[Stored items]
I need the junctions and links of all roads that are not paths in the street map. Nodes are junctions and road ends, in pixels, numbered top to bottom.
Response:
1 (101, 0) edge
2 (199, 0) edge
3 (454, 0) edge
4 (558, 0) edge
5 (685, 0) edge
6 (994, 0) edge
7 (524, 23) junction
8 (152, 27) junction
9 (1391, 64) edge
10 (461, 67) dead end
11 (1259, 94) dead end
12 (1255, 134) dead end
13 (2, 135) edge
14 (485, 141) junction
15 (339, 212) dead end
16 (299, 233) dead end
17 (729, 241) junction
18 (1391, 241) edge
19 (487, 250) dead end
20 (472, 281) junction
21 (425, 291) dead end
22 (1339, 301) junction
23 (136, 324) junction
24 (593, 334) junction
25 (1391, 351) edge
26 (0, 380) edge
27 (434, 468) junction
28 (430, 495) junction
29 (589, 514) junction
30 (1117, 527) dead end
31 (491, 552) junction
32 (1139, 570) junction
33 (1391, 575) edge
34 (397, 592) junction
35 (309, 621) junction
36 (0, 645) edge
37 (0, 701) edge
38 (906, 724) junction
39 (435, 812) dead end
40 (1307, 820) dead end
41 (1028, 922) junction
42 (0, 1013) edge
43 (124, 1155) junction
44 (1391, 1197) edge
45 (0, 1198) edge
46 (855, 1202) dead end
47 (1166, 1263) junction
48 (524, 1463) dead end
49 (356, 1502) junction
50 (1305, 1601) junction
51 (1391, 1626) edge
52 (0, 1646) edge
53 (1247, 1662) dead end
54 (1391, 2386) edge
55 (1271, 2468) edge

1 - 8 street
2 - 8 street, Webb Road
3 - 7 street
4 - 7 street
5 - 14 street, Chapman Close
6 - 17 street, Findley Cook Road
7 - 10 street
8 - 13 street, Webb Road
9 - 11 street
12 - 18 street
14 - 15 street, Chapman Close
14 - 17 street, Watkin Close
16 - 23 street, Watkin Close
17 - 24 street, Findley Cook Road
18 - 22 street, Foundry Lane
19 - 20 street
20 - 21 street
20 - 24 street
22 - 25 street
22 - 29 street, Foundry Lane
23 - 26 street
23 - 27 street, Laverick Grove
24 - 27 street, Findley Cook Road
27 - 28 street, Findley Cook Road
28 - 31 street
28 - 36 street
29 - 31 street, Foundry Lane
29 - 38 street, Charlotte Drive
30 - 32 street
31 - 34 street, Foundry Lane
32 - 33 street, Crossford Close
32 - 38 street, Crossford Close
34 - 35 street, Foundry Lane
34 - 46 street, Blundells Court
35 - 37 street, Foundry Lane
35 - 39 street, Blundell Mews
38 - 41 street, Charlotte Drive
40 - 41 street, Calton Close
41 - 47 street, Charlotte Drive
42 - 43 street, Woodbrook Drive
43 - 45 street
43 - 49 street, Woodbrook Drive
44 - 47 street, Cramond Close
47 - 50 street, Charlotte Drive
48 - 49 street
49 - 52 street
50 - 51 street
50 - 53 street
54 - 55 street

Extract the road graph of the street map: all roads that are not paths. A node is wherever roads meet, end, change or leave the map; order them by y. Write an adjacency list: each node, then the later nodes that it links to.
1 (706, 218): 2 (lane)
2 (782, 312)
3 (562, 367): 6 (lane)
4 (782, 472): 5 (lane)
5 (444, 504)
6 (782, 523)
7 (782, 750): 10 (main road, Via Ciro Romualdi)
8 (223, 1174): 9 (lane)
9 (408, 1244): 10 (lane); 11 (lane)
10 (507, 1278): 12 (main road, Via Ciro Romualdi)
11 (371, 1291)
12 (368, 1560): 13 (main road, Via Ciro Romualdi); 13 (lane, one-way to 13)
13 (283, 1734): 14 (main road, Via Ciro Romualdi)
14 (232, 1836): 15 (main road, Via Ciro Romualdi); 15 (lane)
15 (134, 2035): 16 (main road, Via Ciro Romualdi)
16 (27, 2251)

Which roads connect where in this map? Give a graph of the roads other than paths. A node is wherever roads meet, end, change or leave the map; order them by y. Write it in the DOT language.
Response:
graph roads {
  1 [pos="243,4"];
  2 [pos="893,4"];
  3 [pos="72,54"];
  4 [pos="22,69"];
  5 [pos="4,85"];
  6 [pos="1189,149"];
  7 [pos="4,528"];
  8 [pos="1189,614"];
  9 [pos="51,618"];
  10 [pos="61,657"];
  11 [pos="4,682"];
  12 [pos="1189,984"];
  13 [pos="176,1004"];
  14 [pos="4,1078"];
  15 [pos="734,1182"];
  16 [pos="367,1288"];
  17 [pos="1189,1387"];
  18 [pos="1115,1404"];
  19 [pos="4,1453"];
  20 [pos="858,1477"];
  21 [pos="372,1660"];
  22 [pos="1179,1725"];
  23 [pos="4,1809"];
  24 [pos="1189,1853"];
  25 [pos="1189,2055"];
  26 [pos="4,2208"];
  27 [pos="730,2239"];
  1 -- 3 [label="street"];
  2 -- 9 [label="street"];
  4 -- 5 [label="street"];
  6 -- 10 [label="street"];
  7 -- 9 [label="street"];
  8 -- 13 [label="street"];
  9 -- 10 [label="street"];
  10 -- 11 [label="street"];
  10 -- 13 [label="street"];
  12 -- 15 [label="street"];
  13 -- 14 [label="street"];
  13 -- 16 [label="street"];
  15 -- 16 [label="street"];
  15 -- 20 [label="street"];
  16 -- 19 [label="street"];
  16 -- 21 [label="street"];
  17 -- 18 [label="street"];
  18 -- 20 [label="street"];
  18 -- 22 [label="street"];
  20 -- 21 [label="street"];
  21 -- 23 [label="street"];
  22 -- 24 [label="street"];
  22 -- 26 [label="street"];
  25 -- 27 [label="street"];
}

▸ **WHAT IS NEEDED**:
The answer is the lines above between the line holding "Extract the road" and the line holding "Which roads connect", inclusive, each written out exactly, and no others.

▸ **WRITTEN RESPONSE**:
Extract the road graph of the street map: all roads that are not paths. A node is wherever roads meet, end, change or leave the map; order them by y. Write an adjacency list: each node, then the later nodes that it links to.
1 (706, 218): 2 (lane)
2 (782, 312)
3 (562, 367): 6 (lane)
4 (782, 472): 5 (lane)
5 (444, 504)
6 (782, 523)
7 (782, 750): 10 (main road, Via Ciro Romualdi)
8 (223, 1174): 9 (lane)
9 (408, 1244): 10 (lane); 11 (lane)
10 (507, 1278): 12 (main road, Via Ciro Romualdi)
11 (371, 1291)
12 (368, 1560): 13 (main road, Via Ciro Romualdi); 13 (lane, one-way to 13)
13 (283, 1734): 14 (main road, Via Ciro Romualdi)
14 (232, 1836): 15 (main road, Via Ciro Romualdi); 15 (lane)
15 (134, 2035): 16 (main road, Via Ciro Romualdi)
16 (27, 2251)

Which roads connect where in this map? Give a graph of the roads other than paths. A node is wherever roads meet, end, change or leave the map; order them by y. Write it in the DOT language.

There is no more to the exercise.